▶ WHAT YOU ARE ASKED TO DO
Nothing but the lines from the top of the following entries through the line with "pinky tip: (940, 1066)" should be printed, exactly as they are.
◇ ◇ ◇
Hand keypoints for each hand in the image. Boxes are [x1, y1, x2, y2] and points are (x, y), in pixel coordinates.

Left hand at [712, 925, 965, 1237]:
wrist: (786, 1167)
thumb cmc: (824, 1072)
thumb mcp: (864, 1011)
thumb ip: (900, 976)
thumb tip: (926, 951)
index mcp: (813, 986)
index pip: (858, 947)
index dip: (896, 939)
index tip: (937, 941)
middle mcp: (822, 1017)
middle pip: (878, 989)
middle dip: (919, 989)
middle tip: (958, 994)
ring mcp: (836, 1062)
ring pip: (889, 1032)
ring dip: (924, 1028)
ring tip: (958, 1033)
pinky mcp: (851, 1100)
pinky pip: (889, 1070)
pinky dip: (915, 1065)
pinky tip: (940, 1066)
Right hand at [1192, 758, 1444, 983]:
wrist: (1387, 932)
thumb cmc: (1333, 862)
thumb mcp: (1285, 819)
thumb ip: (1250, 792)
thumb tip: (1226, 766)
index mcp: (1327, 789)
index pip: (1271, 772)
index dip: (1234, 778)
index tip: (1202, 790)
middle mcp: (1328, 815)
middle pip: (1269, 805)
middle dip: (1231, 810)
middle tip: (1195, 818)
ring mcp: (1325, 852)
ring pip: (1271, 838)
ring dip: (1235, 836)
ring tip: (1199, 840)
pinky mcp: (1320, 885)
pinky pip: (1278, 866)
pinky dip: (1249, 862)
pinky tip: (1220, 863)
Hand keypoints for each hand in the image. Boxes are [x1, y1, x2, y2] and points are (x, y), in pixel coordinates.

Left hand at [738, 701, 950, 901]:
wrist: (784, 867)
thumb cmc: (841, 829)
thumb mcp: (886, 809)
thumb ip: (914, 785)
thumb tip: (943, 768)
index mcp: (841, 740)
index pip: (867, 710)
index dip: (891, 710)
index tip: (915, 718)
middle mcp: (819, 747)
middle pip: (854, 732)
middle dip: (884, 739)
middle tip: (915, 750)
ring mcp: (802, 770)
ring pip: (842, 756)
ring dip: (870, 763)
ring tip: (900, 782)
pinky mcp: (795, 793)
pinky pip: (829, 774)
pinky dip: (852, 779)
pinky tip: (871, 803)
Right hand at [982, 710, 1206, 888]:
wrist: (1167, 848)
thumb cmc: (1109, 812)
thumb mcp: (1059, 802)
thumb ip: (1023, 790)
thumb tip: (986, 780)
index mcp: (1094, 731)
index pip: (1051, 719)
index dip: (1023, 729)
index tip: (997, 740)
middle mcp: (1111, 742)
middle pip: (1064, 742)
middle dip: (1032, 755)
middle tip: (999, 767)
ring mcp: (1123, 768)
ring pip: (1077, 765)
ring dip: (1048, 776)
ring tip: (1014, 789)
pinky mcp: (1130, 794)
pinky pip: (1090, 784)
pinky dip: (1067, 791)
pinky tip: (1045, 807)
◇ ◇ ◇
▶ OUTPUT OF THE TASK
Hand keypoints for each hand in the image. Boxes are [x1, y1, x2, y2] and points are (x, y), in pixel coordinates.

Left hand at [712, 925, 965, 1237]:
wrist: (786, 1167)
thumb cmc: (824, 1072)
thumb mcp: (864, 1011)
thumb ip: (900, 976)
thumb tip: (926, 951)
index mcp: (813, 986)
index pip: (858, 947)
index dip: (896, 939)
index tip: (937, 941)
middle mcp: (822, 1017)
middle pip: (878, 989)
middle dip: (919, 989)
middle tip: (958, 994)
ring mcp: (836, 1062)
ring pip: (889, 1032)
ring dip: (924, 1028)
ring tip: (958, 1033)
pinky mcp: (851, 1100)
pinky pip: (889, 1070)
pinky dip: (915, 1065)
pinky tip: (940, 1066)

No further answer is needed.